Specialist in complex B2B SaaS and developer-adjacent products. Design that moves metrics.
Users weren't converting to their first retrospective. Support tickets and user interviews pointed to the same problem: the preparation flow was cognitively overwhelming and structurally unclear.
I identified cognitive overload as the primary hypothesis. What made this project interesting was what we chose not to fix — and why that was the right call.
I diagnosed the root cause as cognitive overload — the flow asked users to make abstract decisions with no mental model of what they were preparing for.
The core problem wasn't just the prep flow in isolation — it was that Echometer's retro structure appeared in three different contexts across the product, with no visual or structural consistency between them. Making them consistent was the real fix.
Users encountered the retro structure for the first time during signup — but it looked and felt completely different from the tool itself.
The prep flow presented steps in a different order and with different framing than the actual retro — creating a mental model mismatch before users even started.
The in-session experience had its own visual logic.
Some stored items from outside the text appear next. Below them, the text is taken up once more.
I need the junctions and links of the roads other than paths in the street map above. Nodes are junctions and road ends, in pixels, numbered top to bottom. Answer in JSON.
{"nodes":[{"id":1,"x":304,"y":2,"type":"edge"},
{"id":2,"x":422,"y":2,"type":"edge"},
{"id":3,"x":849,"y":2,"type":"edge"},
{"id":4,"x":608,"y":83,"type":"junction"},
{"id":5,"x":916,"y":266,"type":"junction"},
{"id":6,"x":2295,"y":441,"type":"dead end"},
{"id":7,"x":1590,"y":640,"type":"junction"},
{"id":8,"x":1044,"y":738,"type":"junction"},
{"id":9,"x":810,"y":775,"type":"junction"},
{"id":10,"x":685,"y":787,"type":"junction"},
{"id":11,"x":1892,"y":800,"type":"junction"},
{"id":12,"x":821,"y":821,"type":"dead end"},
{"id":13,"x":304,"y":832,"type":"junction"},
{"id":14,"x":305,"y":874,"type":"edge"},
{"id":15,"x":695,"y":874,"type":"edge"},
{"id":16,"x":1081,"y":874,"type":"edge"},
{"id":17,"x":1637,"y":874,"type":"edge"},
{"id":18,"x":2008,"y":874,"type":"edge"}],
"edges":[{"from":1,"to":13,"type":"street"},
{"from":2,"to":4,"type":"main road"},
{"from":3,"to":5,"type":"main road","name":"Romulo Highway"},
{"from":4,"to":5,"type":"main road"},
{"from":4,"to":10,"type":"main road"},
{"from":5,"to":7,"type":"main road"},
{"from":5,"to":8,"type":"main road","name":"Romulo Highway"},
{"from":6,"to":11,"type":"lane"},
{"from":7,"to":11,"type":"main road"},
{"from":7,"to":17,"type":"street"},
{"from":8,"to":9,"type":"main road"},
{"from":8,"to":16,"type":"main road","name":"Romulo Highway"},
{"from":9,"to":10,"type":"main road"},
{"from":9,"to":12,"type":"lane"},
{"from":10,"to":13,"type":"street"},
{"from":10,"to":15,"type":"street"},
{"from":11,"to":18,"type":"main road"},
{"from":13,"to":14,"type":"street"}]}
Users who completed prep arrived to a different-looking product than what they'd just prepared for.
The core insight was that users had no mental model of what a retrospective would look like — so the prep felt abstract and unmotivating. The fix was to make the prep visually mirror what they'd see during the actual retro.
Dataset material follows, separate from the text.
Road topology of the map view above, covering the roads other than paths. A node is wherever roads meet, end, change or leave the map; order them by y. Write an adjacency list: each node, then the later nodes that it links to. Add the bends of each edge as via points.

I merged steps, simplified the survey presentation, and reframed each step around the outcome it produced — not the action it required.
Rather than a traditional design handoff, I worked directly alongside the engineer during implementation — reviewing and iterating on UX and visual decisions in real time. This reduced back-and-forth and kept the final product close to the intended experience.
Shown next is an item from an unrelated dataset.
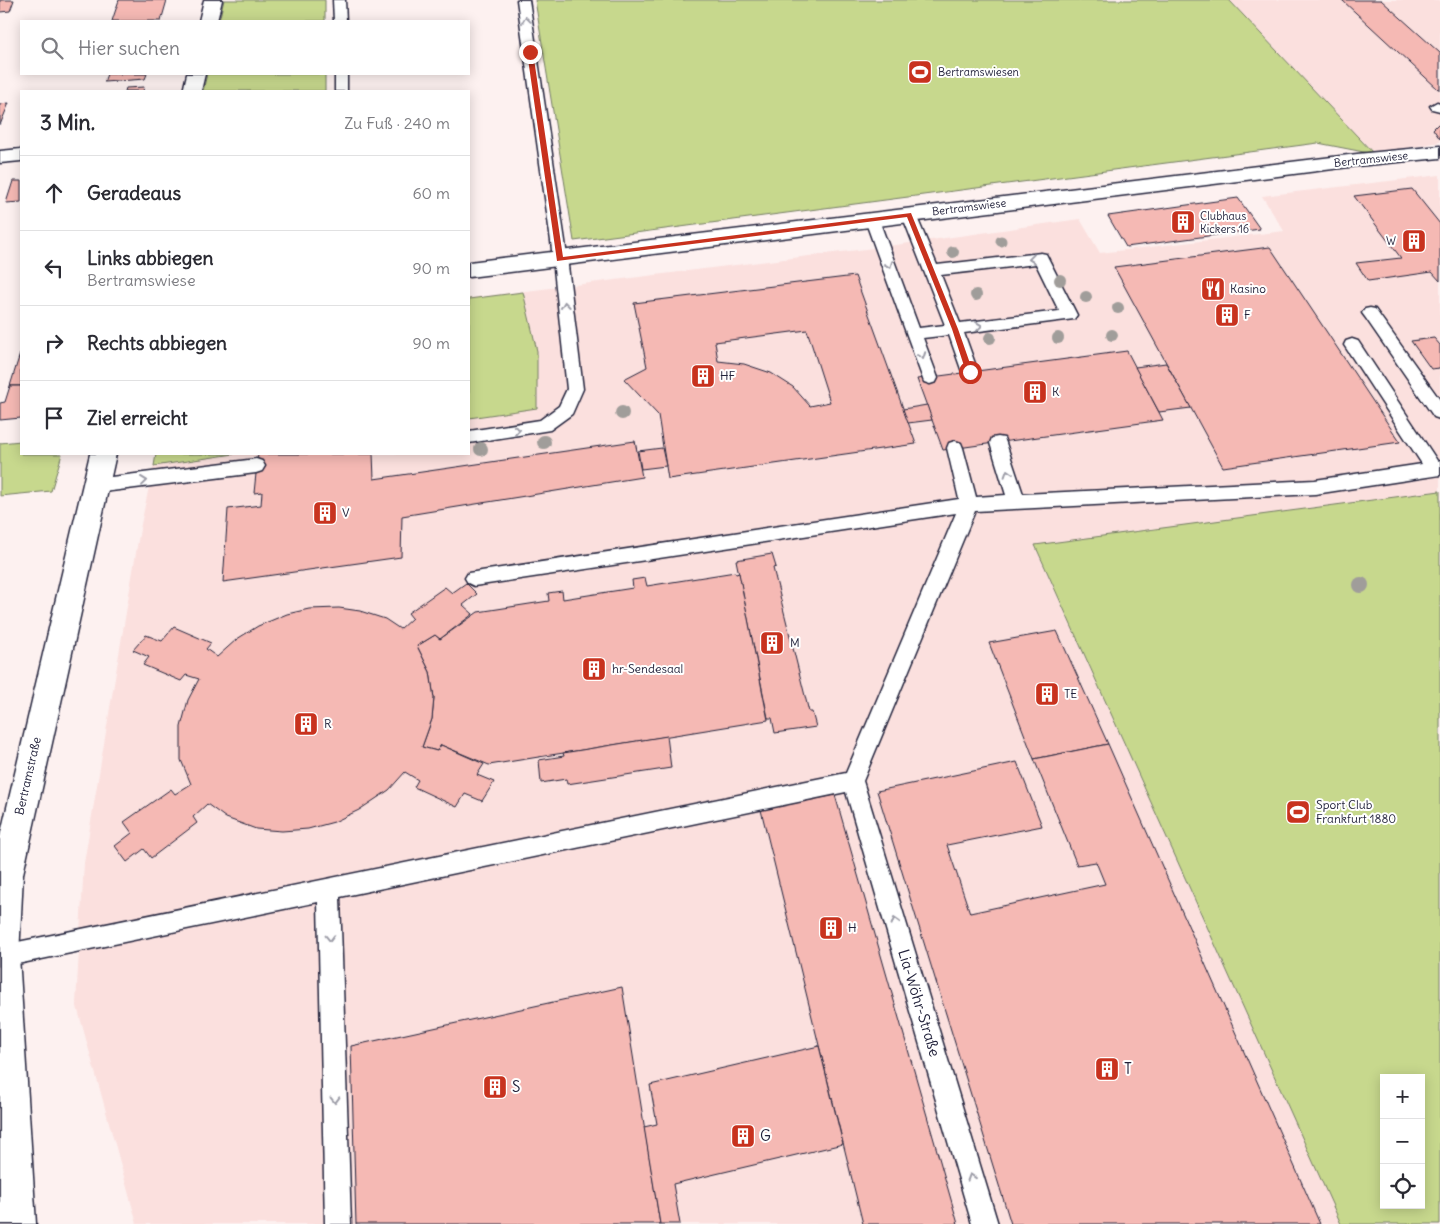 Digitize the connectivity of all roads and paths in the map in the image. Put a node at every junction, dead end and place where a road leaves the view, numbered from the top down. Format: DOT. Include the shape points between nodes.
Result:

The item selection model was also contributing to confusion — but changing it would have added significant scope and delayed the fix to the core flow. I identified this boundary early and proactively recommended deferring it to the founders.
The founders aligned quickly — the priority was staying lean and shipping fast. We shipped the validated solution without the full fix.
The deferred problem was documented, quantified, and advocated for in the next roadmap cycle. It eventually got built — which validated the original judgment call.
The item selection model was also contributing to confusion — but changing it would have added significant scope and delayed the fix to the core flow. I identified this boundary early and proactively recommended deferring it to the founders.
Keyboard navigation was a primary concern. The redesigned sidebar introduced multiple accordions and nested sublevels — a structure that creates non-trivial tab order complexity. Each state (collapsed, expanded, active) was reviewed for focus management, escape key behavior, and ARIA labeling. A user navigating by keyboard needed to experience the same hierarchy as one using a mouse.
M1 activation (first retro completed) was the target metric. We shipped with a clear hypothesis and validated it through qualitative signal — the survey adoption number confirmed the direction.
The retro survey — a core feature of the user happy path — went from negligible usage (~3%) to 10–15% of all retros prepared weekly. The most direct signal that users were now engaging with the full retro structure.
First retro completion rate moved from 29.3% (control) to 37.8% (show) — a +29% relative improvement. Measured via PostHog funnel across 571 workspaces.
The item selection model I flagged and deferred was eventually built in a later roadmap cycle — validating the original scope recommendation.